#### ABOUT THIS EXERCISE
Write out the data exactly as given, dropping every picture.

(Source records)
/---

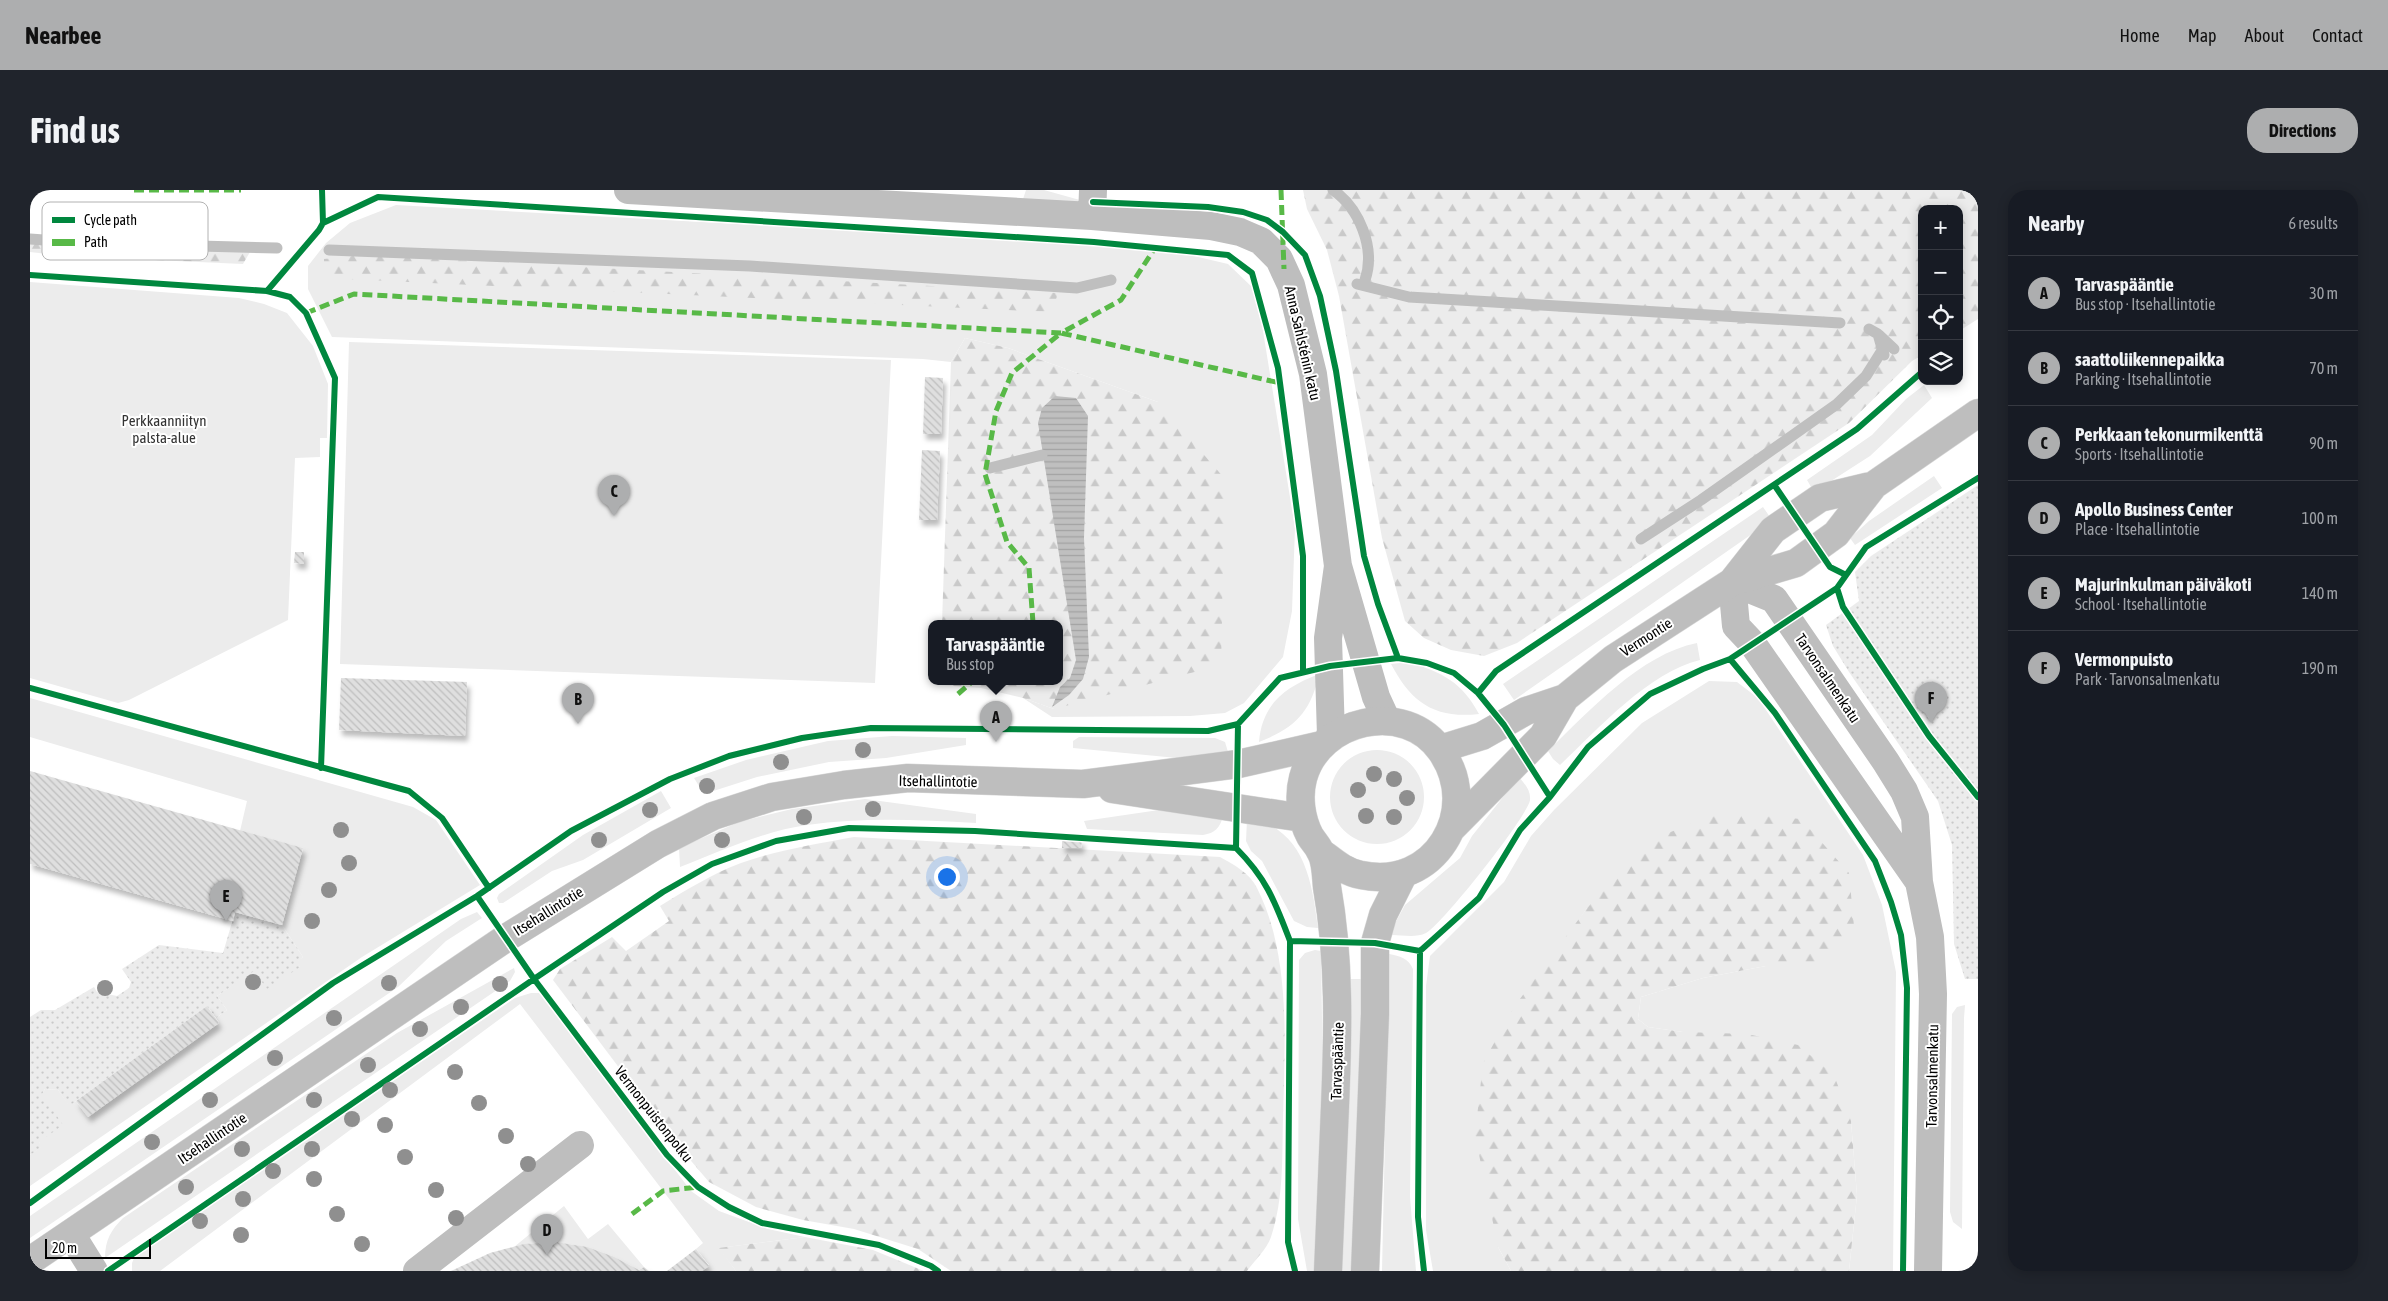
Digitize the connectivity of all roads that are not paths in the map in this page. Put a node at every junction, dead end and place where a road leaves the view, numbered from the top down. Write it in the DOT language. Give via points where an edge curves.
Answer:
graph roads {
  1 [pos="628,190"];
  2 [pos="734,193"];
  3 [pos="1092,203"];
  4 [pos="1978,413"];
  5 [pos="1874,485"];
  6 [pos="1338,566"];
  7 [pos="1732,582"];
  8 [pos="1565,698"];
  9 [pos="1387,721"];
  10 [pos="1327,740"];
  11 [pos="1440,749"];
  12 [pos="1083,784"];
  13 [pos="1302,818"];
  14 [pos="1451,829"];
  15 [pos="1322,852"];
  16 [pos="1404,873"];
  17 [pos="1919,882"];
  18 [pos="580,1145"];
  19 [pos="71,1234"];
  20 [pos="30,1261"];
  21 [pos="94,1271"];
  22 [pos="418,1271"];
  23 [pos="1328,1271"];
  24 [pos="1365,1271"];
  25 [pos="1928,1271"];
  1 -- 2 [label="main road, Anna Sahlsténin katu"];
  2 -- 3 [label="main road, Anna Sahlsténin katu"];
  3 -- 6 [label="main road, Anna Sahlsténin katu" via="1240,232 1261,241 1279,259 1291,285 1312,374"];
  4 -- 5 [label="main road, Vermontie"];
  5 -- 7 [label="main road, Vermontie" via="1836,534 1796,563"];
  5 -- 7 [label="main road, Vermontie" via="1820,498 1772,530"];
  6 -- 9 [label="main road, Anna Sahlsténin katu" via="1376,697"];
  6 -- 10 [label="main road, Anna Sahlsténin katu" via="1328,638"];
  7 -- 8 [label="main road, Vermontie" via="1613,659"];
  7 -- 17 [label="main road, Tarvonsalmenkatu" via="1736,626 1752,643"];
  7 -- 17 [label="main road, Tarvonsalmenkatu" via="1774,599 1904,791 1915,817"];
  8 -- 11 [label="main road, Vermontie" via="1526,712 1482,736"];
  8 -- 14 [label="main road, Vermontie" via="1543,736"];
  9 -- 10 [label="main road" via="1348,726"];
  9 -- 11 [label="main road" via="1419,732"];
  10 -- 12 [label="main road, Itsehallintotie" via="1238,764"];
  10 -- 13 [label="main road" via="1310,761 1303,778"];
  11 -- 14 [label="main road" via="1451,767 1457,787 1457,809"];
  12 -- 13 [label="main road, Itsehallintotie"];
  12 -- 19 [label="main road, Itsehallintotie" via="899,779 772,797 697,823 506,938"];
  13 -- 15 [label="main road"];
  14 -- 16 [label="main road" via="1440,848 1424,863"];
  15 -- 16 [label="main road" via="1339,867 1360,875 1382,877"];
  15 -- 23 [label="main road, Tarvaspääntie" via="1330,899 1339,1007"];
  16 -- 24 [label="main road" via="1383,915 1375,943"];
  17 -- 25 [label="main road, Tarvonsalmenkatu" via="1930,937 1933,994"];
  18 -- 22 [label="main road"];
  19 -- 20 [label="main road, Itsehallintotie"];
  19 -- 21 [label="main road"];
}
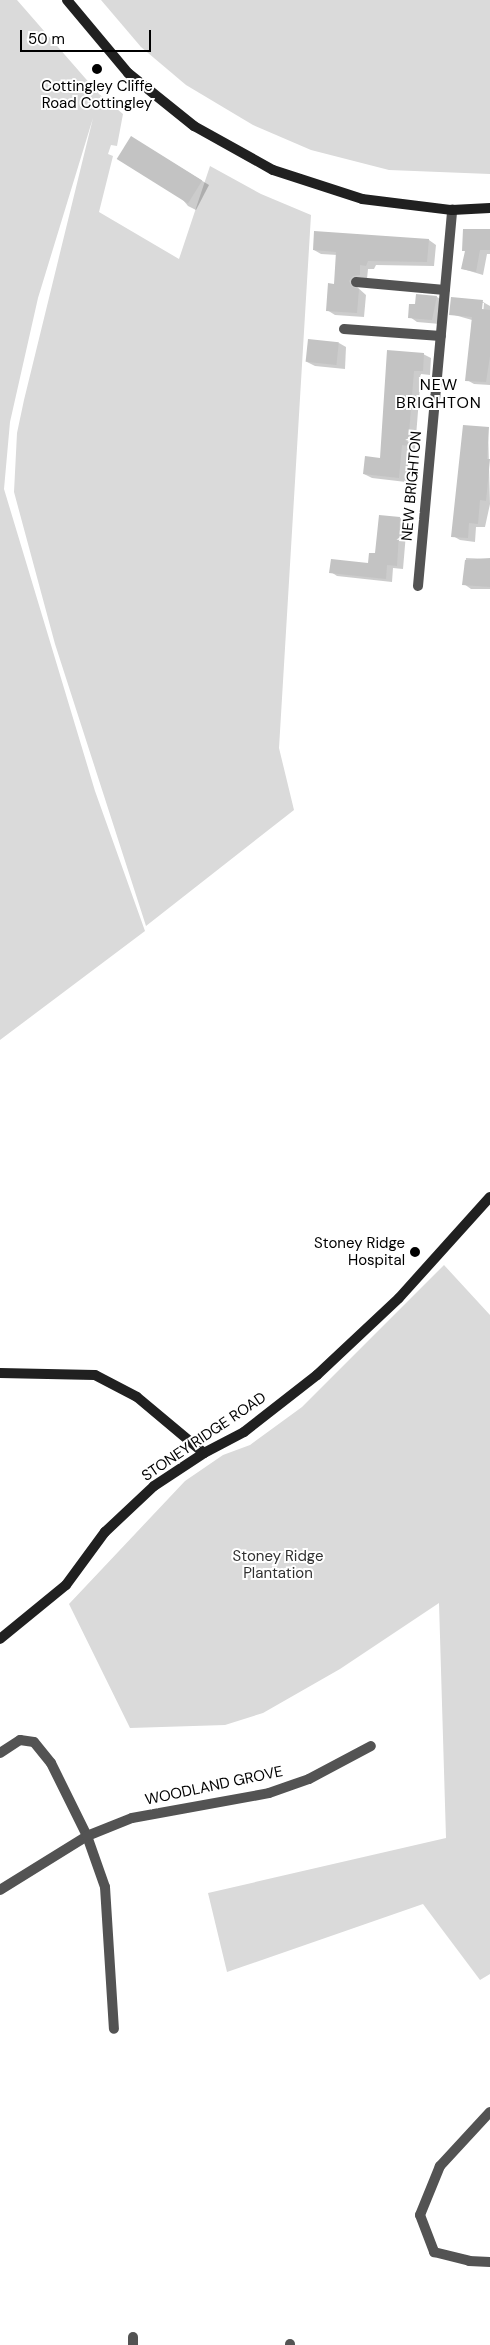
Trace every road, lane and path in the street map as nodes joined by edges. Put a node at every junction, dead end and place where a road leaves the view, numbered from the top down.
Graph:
1 (67, 0) edge
2 (490, 208) edge
3 (452, 210) junction
4 (356, 282) dead end
5 (445, 290) junction
6 (344, 329) dead end
7 (441, 336) junction
8 (418, 586) dead end
9 (490, 1196) edge
10 (0, 1373) edge
11 (204, 1453) junction
12 (0, 1639) edge
13 (371, 1746) dead end
14 (0, 1753) edge
15 (87, 1836) junction
16 (0, 1890) edge
17 (114, 2029) dead end
18 (490, 2112) edge
19 (490, 2262) edge

1 - 3 street
2 - 3 street
3 - 5 street, NEW BRIGHTON
4 - 5 street
5 - 7 street, NEW BRIGHTON
6 - 7 street
7 - 8 street, NEW BRIGHTON
9 - 11 street, STONEY RIDGE ROAD
10 - 11 street
11 - 12 street, STONEY RIDGE ROAD
13 - 15 street, WOODLAND GROVE
14 - 15 street
15 - 16 street, WOODLAND GROVE
15 - 17 street
18 - 19 street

\---

#### COMPLETED TASK
Digitize the connectivity of all roads that are not paths in the map in this page. Put a node at every junction, dead end and place where a road leaves the view, numbered from the top down. Write it in the DOT language. Give via points where an edge curves.
Answer:
graph roads {
  1 [pos="628,190"];
  2 [pos="734,193"];
  3 [pos="1092,203"];
  4 [pos="1978,413"];
  5 [pos="1874,485"];
  6 [pos="1338,566"];
  7 [pos="1732,582"];
  8 [pos="1565,698"];
  9 [pos="1387,721"];
  10 [pos="1327,740"];
  11 [pos="1440,749"];
  12 [pos="1083,784"];
  13 [pos="1302,818"];
  14 [pos="1451,829"];
  15 [pos="1322,852"];
  16 [pos="1404,873"];
  17 [pos="1919,882"];
  18 [pos="580,1145"];
  19 [pos="71,1234"];
  20 [pos="30,1261"];
  21 [pos="94,1271"];
  22 [pos="418,1271"];
  23 [pos="1328,1271"];
  24 [pos="1365,1271"];
  25 [pos="1928,1271"];
  1 -- 2 [label="main road, Anna Sahlsténin katu"];
  2 -- 3 [label="main road, Anna Sahlsténin katu"];
  3 -- 6 [label="main road, Anna Sahlsténin katu" via="1240,232 1261,241 1279,259 1291,285 1312,374"];
  4 -- 5 [label="main road, Vermontie"];
  5 -- 7 [label="main road, Vermontie" via="1836,534 1796,563"];
  5 -- 7 [label="main road, Vermontie" via="1820,498 1772,530"];
  6 -- 9 [label="main road, Anna Sahlsténin katu" via="1376,697"];
  6 -- 10 [label="main road, Anna Sahlsténin katu" via="1328,638"];
  7 -- 8 [label="main road, Vermontie" via="1613,659"];
  7 -- 17 [label="main road, Tarvonsalmenkatu" via="1736,626 1752,643"];
  7 -- 17 [label="main road, Tarvonsalmenkatu" via="1774,599 1904,791 1915,817"];
  8 -- 11 [label="main road, Vermontie" via="1526,712 1482,736"];
  8 -- 14 [label="main road, Vermontie" via="1543,736"];
  9 -- 10 [label="main road" via="1348,726"];
  9 -- 11 [label="main road" via="1419,732"];
  10 -- 12 [label="main road, Itsehallintotie" via="1238,764"];
  10 -- 13 [label="main road" via="1310,761 1303,778"];
  11 -- 14 [label="main road" via="1451,767 1457,787 1457,809"];
  12 -- 13 [label="main road, Itsehallintotie"];
  12 -- 19 [label="main road, Itsehallintotie" via="899,779 772,797 697,823 506,938"];
  13 -- 15 [label="main road"];
  14 -- 16 [label="main road" via="1440,848 1424,863"];
  15 -- 16 [label="main road" via="1339,867 1360,875 1382,877"];
  15 -- 23 [label="main road, Tarvaspääntie" via="1330,899 1339,1007"];
  16 -- 24 [label="main road" via="1383,915 1375,943"];
  17 -- 25 [label="main road, Tarvonsalmenkatu" via="1930,937 1933,994"];
  18 -- 22 [label="main road"];
  19 -- 20 [label="main road, Itsehallintotie"];
  19 -- 21 [label="main road"];
}
Trace every road, lane and path in the street map as nodes joined by edges. Put a node at every junction, dead end and place where a road leaves the view, numbered from the top down.
Graph:
1 (67, 0) edge
2 (490, 208) edge
3 (452, 210) junction
4 (356, 282) dead end
5 (445, 290) junction
6 (344, 329) dead end
7 (441, 336) junction
8 (418, 586) dead end
9 (490, 1196) edge
10 (0, 1373) edge
11 (204, 1453) junction
12 (0, 1639) edge
13 (371, 1746) dead end
14 (0, 1753) edge
15 (87, 1836) junction
16 (0, 1890) edge
17 (114, 2029) dead end
18 (490, 2112) edge
19 (490, 2262) edge

1 - 3 street
2 - 3 street
3 - 5 street, NEW BRIGHTON
4 - 5 street
5 - 7 street, NEW BRIGHTON
6 - 7 street
7 - 8 street, NEW BRIGHTON
9 - 11 street, STONEY RIDGE ROAD
10 - 11 street
11 - 12 street, STONEY RIDGE ROAD
13 - 15 street, WOODLAND GROVE
14 - 15 street
15 - 16 street, WOODLAND GROVE
15 - 17 street
18 - 19 street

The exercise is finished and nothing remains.